**WHAT TO WORK ON**
Can you pull out each line of the data below that includes the word "Cengio"?

**ENTRIES SHOWN**
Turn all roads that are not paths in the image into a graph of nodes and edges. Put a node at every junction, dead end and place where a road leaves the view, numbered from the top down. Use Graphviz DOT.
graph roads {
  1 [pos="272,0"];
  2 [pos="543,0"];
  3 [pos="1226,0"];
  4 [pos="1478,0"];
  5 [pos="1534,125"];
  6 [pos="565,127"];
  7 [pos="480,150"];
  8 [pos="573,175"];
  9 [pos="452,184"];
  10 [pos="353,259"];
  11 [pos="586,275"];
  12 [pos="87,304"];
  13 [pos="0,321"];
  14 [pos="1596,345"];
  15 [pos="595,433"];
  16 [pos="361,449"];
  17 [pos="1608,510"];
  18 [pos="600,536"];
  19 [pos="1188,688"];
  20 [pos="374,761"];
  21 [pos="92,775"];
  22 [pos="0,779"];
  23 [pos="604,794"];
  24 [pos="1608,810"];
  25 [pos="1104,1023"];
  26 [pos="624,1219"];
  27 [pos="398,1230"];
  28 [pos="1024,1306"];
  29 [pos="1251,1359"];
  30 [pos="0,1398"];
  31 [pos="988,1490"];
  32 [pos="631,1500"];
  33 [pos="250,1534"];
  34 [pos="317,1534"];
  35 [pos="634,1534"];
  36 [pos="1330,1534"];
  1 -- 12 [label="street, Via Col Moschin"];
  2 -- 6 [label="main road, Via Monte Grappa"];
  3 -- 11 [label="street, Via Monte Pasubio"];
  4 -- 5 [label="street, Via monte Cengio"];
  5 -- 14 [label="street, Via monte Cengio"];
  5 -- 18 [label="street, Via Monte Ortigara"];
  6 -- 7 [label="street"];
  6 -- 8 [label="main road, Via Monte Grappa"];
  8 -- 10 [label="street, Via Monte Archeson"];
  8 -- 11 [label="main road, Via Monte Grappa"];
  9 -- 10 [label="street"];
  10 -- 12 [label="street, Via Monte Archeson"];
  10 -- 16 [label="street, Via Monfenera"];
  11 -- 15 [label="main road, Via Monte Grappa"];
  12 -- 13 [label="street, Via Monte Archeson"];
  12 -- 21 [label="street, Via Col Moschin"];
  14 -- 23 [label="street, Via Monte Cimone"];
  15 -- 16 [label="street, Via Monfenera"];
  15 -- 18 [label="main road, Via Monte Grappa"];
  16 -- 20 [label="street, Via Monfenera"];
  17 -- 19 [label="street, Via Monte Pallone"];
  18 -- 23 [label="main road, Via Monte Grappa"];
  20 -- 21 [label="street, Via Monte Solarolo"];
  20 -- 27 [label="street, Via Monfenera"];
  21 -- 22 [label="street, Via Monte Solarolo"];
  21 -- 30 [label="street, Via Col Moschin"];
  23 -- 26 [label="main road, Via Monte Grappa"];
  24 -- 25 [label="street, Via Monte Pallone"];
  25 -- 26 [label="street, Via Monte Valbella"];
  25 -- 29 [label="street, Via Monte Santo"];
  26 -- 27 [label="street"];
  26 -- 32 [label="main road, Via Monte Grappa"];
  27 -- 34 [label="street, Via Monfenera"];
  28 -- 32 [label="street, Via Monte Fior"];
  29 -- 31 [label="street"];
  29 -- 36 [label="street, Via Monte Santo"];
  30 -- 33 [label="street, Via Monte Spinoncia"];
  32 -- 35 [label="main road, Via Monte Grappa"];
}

**RESULT**
  4 -- 5 [label="street, Via monte Cengio"];
  5 -- 14 [label="street, Via monte Cengio"];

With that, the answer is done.